Den Kern dieses Gedenkjahres wird die professionell gestaltete Literaturausstellung „Der Weltpoet: Friedrich Rückert (1788-1866) – Dichter, Orientalist, Zeitkritiker“ in der Kunsthalle Schweinfurt bilden. Sie ist die für den Zeitraum vom 8. April bis 10. Juli 2016 angesetzt. Anschließend wird die Ausstellung – in inhaltlich und räumlich angepasster Form – noch in den beiden anderen bayerischen Rückert-Städten Erlangen (24. Juli bis 13. November 2016) und Coburg (14. Januar bis 17. April 2017) gezeigt werden, so daß letztlich alle drei fränkischen Regierungsbezirke berücksichtigt sind.
Die Ausstellung lässt in sechs Kapiteln Leben und Werk des zu Schweinfurt geborenen Dichters und Orientalisten Revue passieren, der mit den 1814 erschienenen „Geharnischten Sonetten“ schnell zum ‚Shooting Star‘ in der Szene der Lyrik der Befreiungskriege avancierte.

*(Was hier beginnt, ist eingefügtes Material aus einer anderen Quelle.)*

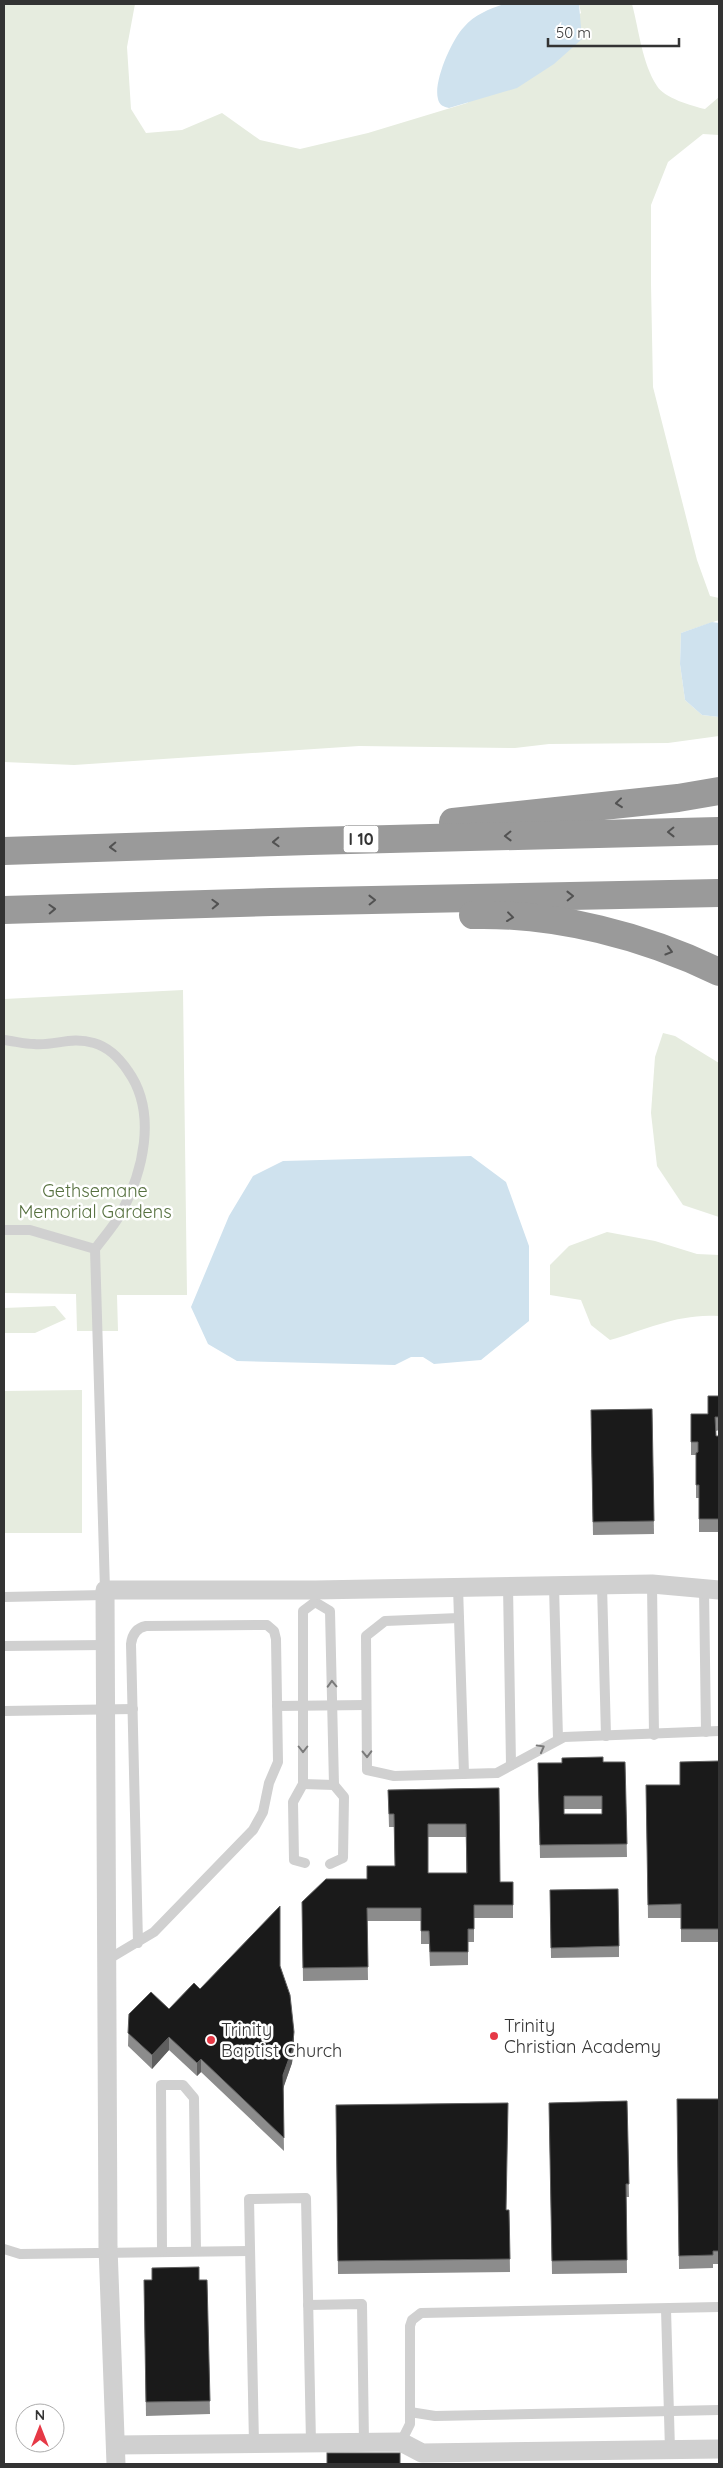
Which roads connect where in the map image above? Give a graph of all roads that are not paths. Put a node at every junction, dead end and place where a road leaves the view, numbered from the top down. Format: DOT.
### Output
graph roads {
  1 [pos="719,791"];
  2 [pos="719,831"];
  3 [pos="310,841"];
  4 [pos="4,851"];
  5 [pos="719,893"];
  6 [pos="271,902"];
  7 [pos="4,910"];
  8 [pos="719,972"];
  9 [pos="4,1040"];
  10 [pos="4,1230"];
  11 [pos="95,1249"];
  12 [pos="652,1584"];
  13 [pos="602,1585"];
  14 [pos="508,1586"];
  15 [pos="554,1586"];
  16 [pos="458,1587"];
  17 [pos="712,1589"];
  18 [pos="105,1593"];
  19 [pos="316,1596"];
  20 [pos="4,1597"];
  21 [pos="459,1618"];
  22 [pos="106,1645"];
  23 [pos="4,1646"];
  24 [pos="333,1705"];
  25 [pos="366,1705"];
  26 [pos="277,1706"];
  27 [pos="303,1706"];
  28 [pos="106,1709"];
  29 [pos="133,1709"];
  30 [pos="4,1710"];
  31 [pos="719,1731"];
  32 [pos="706,1732"];
  33 [pos="654,1735"];
  34 [pos="606,1736"];
  35 [pos="558,1739"];
  36 [pos="511,1765"];
  37 [pos="464,1774"];
  38 [pos="303,1784"];
  39 [pos="334,1785"];
  40 [pos="305,1863"];
  41 [pos="330,1864"];
  42 [pos="138,1942"];
  43 [pos="107,1960"];
  44 [pos="4,2249"];
  45 [pos="196,2251"];
  46 [pos="250,2251"];
  47 [pos="108,2252"];
  48 [pos="162,2252"];
  49 [pos="308,2305"];
  50 [pos="719,2307"];
  51 [pos="666,2308"];
  52 [pos="719,2410"];
  53 [pos="668,2411"];
  54 [pos="410,2412"];
  55 [pos="400,2442"];
  56 [pos="311,2443"];
  57 [pos="364,2443"];
  58 [pos="254,2444"];
  59 [pos="116,2445"];
  60 [pos="670,2450"];
  61 [pos="714,2454"];
  62 [pos="116,2464"];
  1 -- 3 [label="highway, one-way"];
  2 -- 3 [label="highway, I 10, one-way"];
  3 -- 4 [label="highway, I 10, one-way"];
  6 -- 5 [label="highway, one-way"];
  7 -- 6 [label="highway, one-way"];
  6 -- 8 [label="highway, one-way"];
  9 -- 11 [label="lane"];
  10 -- 11 [label="lane"];
  11 -- 18 [label="lane"];
  12 -- 13 [label="street"];
  12 -- 17 [label="street"];
  12 -- 33 [label="lane"];
  13 -- 15 [label="street"];
  13 -- 34 [label="lane"];
  14 -- 15 [label="street"];
  14 -- 16 [label="street"];
  14 -- 36 [label="lane"];
  15 -- 35 [label="lane"];
  16 -- 19 [label="street"];
  16 -- 21 [label="lane"];
  17 -- 32 [label="lane"];
  18 -- 19 [label="street"];
  18 -- 20 [label="lane"];
  18 -- 22 [label="street"];
  24 -- 19 [label="lane, one-way"];
  19 -- 27 [label="lane"];
  21 -- 25 [label="lane"];
  21 -- 37 [label="lane"];
  22 -- 23 [label="lane"];
  22 -- 28 [label="street"];
  24 -- 25 [label="lane"];
  24 -- 27 [label="lane"];
  24 -- 39 [label="lane"];
  25 -- 37 [label="lane, one-way"];
  26 -- 27 [label="lane"];
  26 -- 29 [label="lane"];
  26 -- 42 [label="lane"];
  27 -- 38 [label="lane, one-way"];
  28 -- 29 [label="lane"];
  28 -- 30 [label="lane"];
  28 -- 43 [label="street"];
  29 -- 42 [label="lane"];
  31 -- 32 [label="lane"];
  32 -- 33 [label="lane"];
  33 -- 34 [label="lane"];
  34 -- 35 [label="lane"];
  36 -- 35 [label="lane, one-way"];
  36 -- 37 [label="lane"];
  38 -- 39 [label="lane"];
  38 -- 40 [label="lane"];
  39 -- 41 [label="lane"];
  42 -- 43 [label="lane"];
  43 -- 47 [label="street"];
  44 -- 47 [label="lane"];
  45 -- 46 [label="lane"];
  45 -- 48 [label="lane"];
  45 -- 48 [label="lane"];
  46 -- 49 [label="lane"];
  46 -- 58 [label="lane"];
  47 -- 48 [label="lane"];
  47 -- 59 [label="street"];
  49 -- 56 [label="lane"];
  49 -- 57 [label="lane"];
  50 -- 51 [label="lane"];
  51 -- 53 [label="lane"];
  51 -- 54 [label="lane"];
  52 -- 53 [label="lane"];
  53 -- 54 [label="lane"];
  53 -- 60 [label="lane"];
  54 -- 55 [label="lane"];
  55 -- 57 [label="street"];
  55 -- 60 [label="street"];
  56 -- 57 [label="street"];
  56 -- 58 [label="street"];
  58 -- 59 [label="street"];
  59 -- 62 [label="street"];
  60 -- 61 [label="street"];
}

Trotz großen Erfolgs wandte er sich jedoch schon frühzeitig den orientalischen Sprachen und Kulturen zu. Letztlich sollte Rückert aus 44 Sprachen mit 17 Schriftsystemen übersetzen, und es gibt kaum ein kulturell konstituierendes Werk der europäischen oder der orientalischen Literatur, das Rückert nicht zumindest in umfänglichen Auszügen kongenial ins Deutsche übertragen hätte; wie z. B. den arabischen „al-qur‘ān“ (القرآن), das persische Nationalepos „šāhnāmeh“ (شاهنامه), das indische Volksepos „mahābhārata“ (महाभारत) oder die älteste Gedichtsammlung der Welt überhaupt, das chinesische „shījīng“ (詩經), letzteres zwar aus dem Lateinischen, jedoch in visionärer Qualität.

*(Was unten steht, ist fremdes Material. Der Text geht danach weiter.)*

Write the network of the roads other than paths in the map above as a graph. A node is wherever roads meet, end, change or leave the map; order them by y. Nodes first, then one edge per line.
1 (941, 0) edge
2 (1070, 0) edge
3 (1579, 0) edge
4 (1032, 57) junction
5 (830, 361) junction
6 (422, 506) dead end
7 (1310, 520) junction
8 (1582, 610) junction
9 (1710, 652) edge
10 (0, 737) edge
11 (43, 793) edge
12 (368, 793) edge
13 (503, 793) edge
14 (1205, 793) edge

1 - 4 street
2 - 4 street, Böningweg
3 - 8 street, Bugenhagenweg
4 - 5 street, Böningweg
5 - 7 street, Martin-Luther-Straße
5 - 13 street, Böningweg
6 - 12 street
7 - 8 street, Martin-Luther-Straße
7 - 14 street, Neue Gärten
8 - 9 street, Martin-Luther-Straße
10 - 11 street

Anhand von Manuskripten, Büchern, Bildern und Lebenszeugnissen wird neben seinem dichterischen Schaffen natürlich auch sein wissenschaftliches Wirken an den Universitäten Erlangen (1826-1841) und Berlin (1841-1848) dargestellt. Auch gilt es, sowohl die Bedeutung zu seiner Zeit (Kontakte und Freundschaften zu Johann Wolfgang v. Goethe, Alexander v. Humboldt, Brüder Grimm, Gustav Freytag, Felix Dahn etc.) als auch die Rezeptionsgeschichte bis auf den heutigen Tag entsprechend herauszustellen (Friedrich Engels, Friedrich Nietzsche, Nobelpreisträger Paul Heyse, Vincent van Gogh, Thomas Mann, Hermann Hesse, Hans Magnus Enzensberger, Wolfgang Koeppen, Marcel Reich-Ranicki, etc. zzgl. der Vertonungen durch Franz Schubert, Robert und Clara Schumann, Johannes Brahms, Gustav Mahler, Richard Strauss, Alban Berg, Bedřich Smetana u. v. a. m.). Natürlich dürfen in der Ausstellung auch ‚Verehrer‘ wie Donald Duck und Janosch keinesfalls fehlen.
Nach Beendigung seiner Berliner Lehrtätigkeit im Jahre 1848 zog sich Rückert auf sein Landgut in Neuses bei Coburg zurück, wo er in seinem bis heute noch großteils unveröffentlichten Alterswerk, dem „Liedertagebuch“, bereits in der Mitte des vorletzten Jahrhunderts viele der ökologischen und gesellschaftlichen Folgen der aufkommenden Industrialisierung scharfsinnig vorhergesagt.
Angesichts des sich als immer dringlicher erweisenden interkulturellen Dialogs und der anstehenden gesellschaftlichen wie ökologischen Herausforderungen möchte die von Schweinfurt konzipierte Ausstellung am Beispiel von Friedrich Rückerts Leben und Werk ein reiches Tableau darbieten, das das breite Spektrum von literarischer Selbstfindung zu Zeiten der Befreiungskriege, über biedermeierlichen Widerstand kraft kultureller Weltoffenheit, bis hin zur Frage des Alterns in Würde umfaßt.